Article about a certain Evgenia Kashaeva, who learnt five new languages in one year. She focused on each language on a different day of the week (German on Mondays, Spanish on Tuesdays, French on Wednesdays, Chinese on Thursdays and Czech on Fridays). (The journalist does not know or point out that the claim or goal of reaching level B2 in Chinese after 12 months is totally unrealistic.) The article describes five steps that Evgenia took in order to achieve her goal. One of these was creating a 12-week plan, so she would have four deadlines per year instead of a single one at the end of the year. Then she pretended that each week in such a twelve-week period represented an entire month in order to force herself to work towards her goals every day. She tried to reach concrete goals every day. For this, she studied two hours per day (though not in a single block), including half an hour of conversation with a native speaker (through Skype). She adds that this type of schedule is probably too much for people who have never learnt a foreign language before.
(Self) Experiments (Accelerated Learning)
- Klaus, Katrin: Das wird bis 2050 die meistgesprochene Sprache werden, Galileo TV, 27.07.2017. This article contains the video Selbstexperiment: Dänisch lernen in 5 Tagen. Geht das?, which shows how the twins Matthew et Michael Youlden and a German reporter try to learn Danish—strictly speaking a basic level that they can use for travel—in five days. For example, they attach post-it notes to objects in the home to learn some basic vocabulary, they practise numbers by playing Bingo, they listen to the Danish radio while having a meal, they visit a Danish coffeehouse to practice with a native speaker, etcetera. After five days, they take a trip to Denmark.
- Babbel France: Apprendre le turc en 7 jours (YouTube, 14 minutes, 13.07.2015). In this video, the twins Matthew et Michael Youlden use post-it notes, self-study courses (such as Teach Yoursefl and apps. After learning the Turkish names for numbers and fruit, they go to a Turkish market. On the fourth day, they go to a Turkish restaurant to practise their Turkish with the waiter. On the seventh day they have a final test with a native speaker of Turkish. This video has fewer details about their method than the video about learning Danish. Learning Turkish also turns out to be harder than learning Danish.

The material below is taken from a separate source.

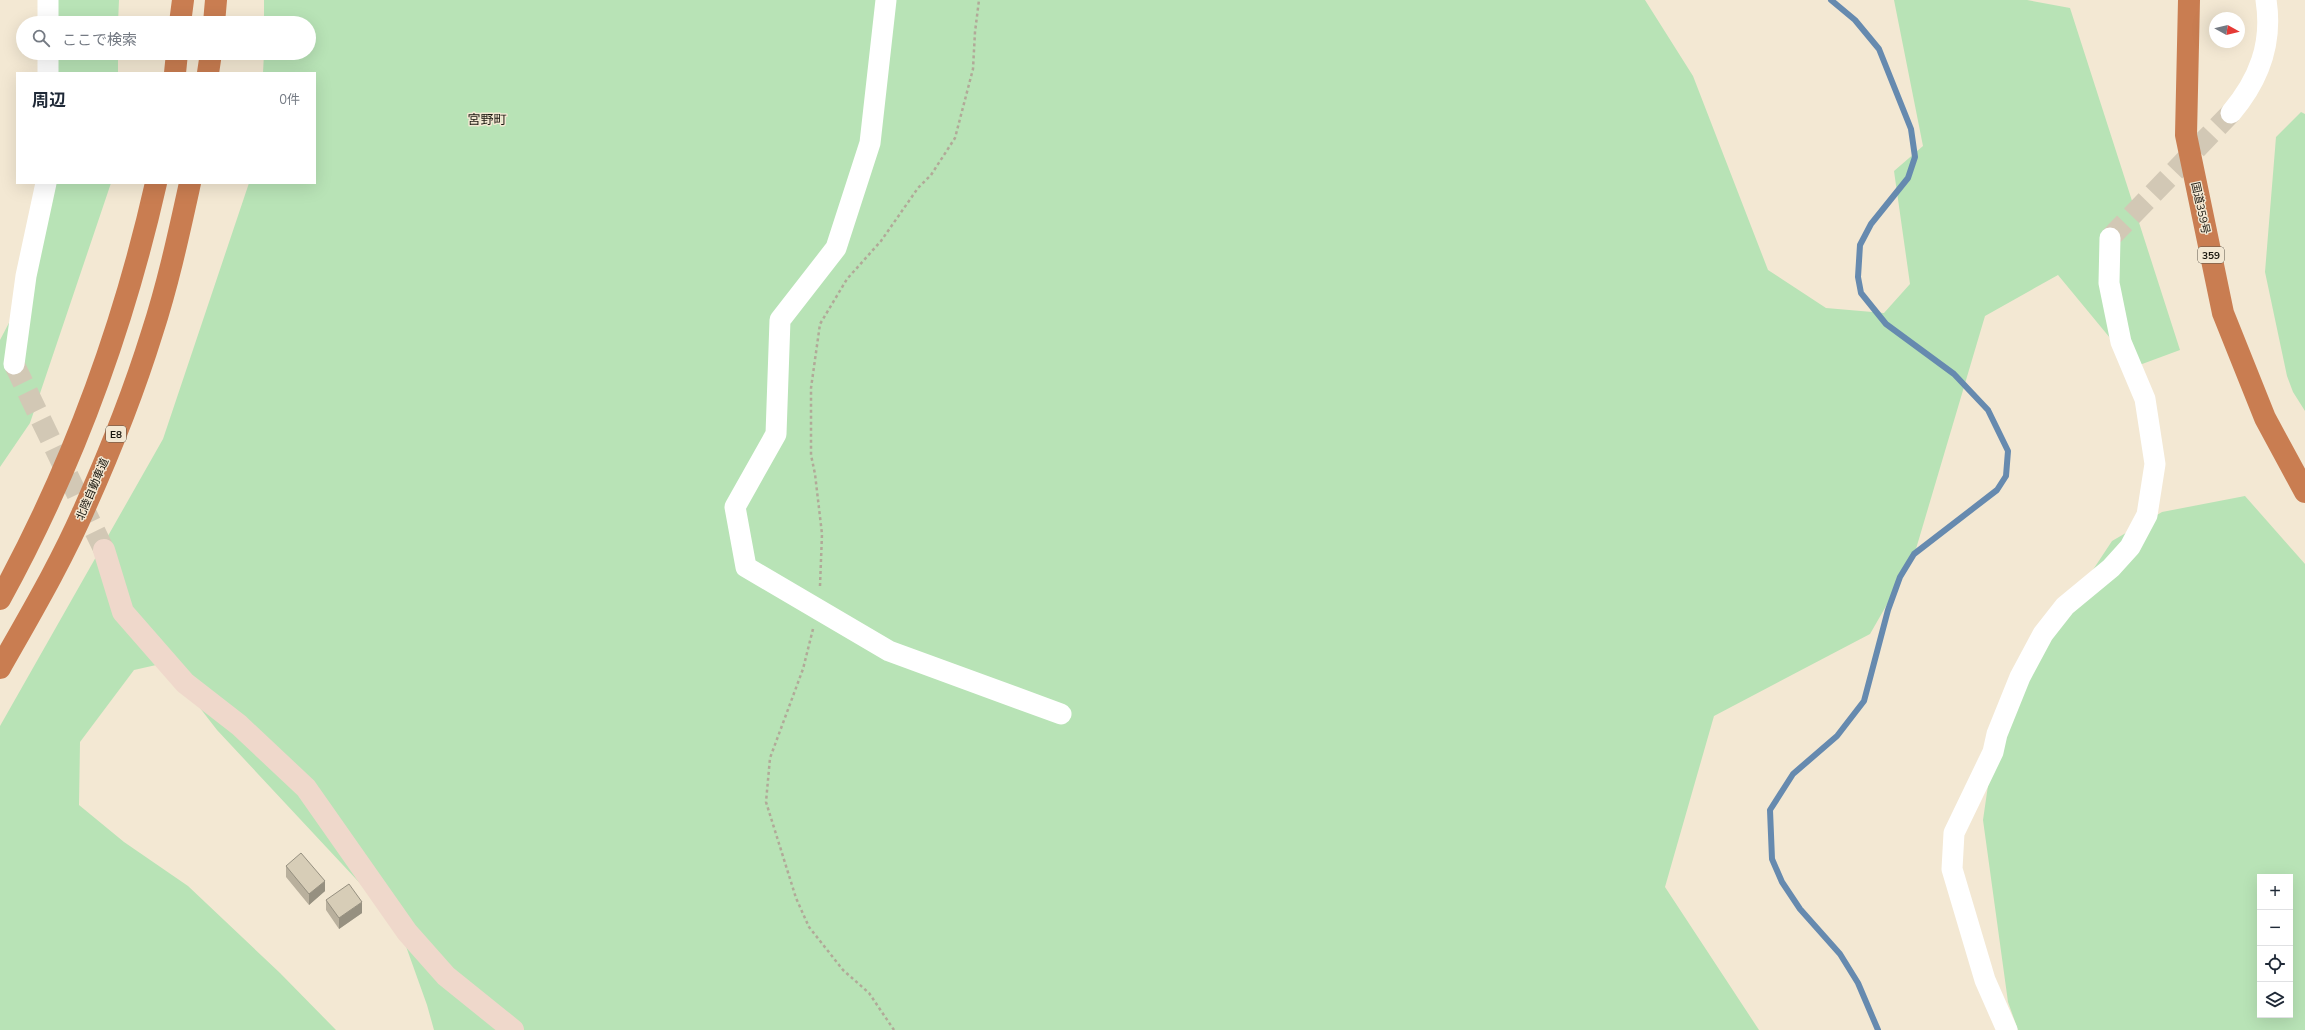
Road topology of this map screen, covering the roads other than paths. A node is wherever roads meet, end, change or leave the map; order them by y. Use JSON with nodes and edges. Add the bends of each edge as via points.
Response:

- Tomatolix: Experiment: Kann ich in 7 Tagen eine neue Sprache lernen? (YouTube, 14 minutes, 06.12.2016). Tomatolix tries to learn one of the world's biggest languages, namely Spanish, in seven days. He uses podcasts, creates handwritten flashcards and finds a language partner to practice with. At the end of the week, he goes to Madrid to practise his Spanish.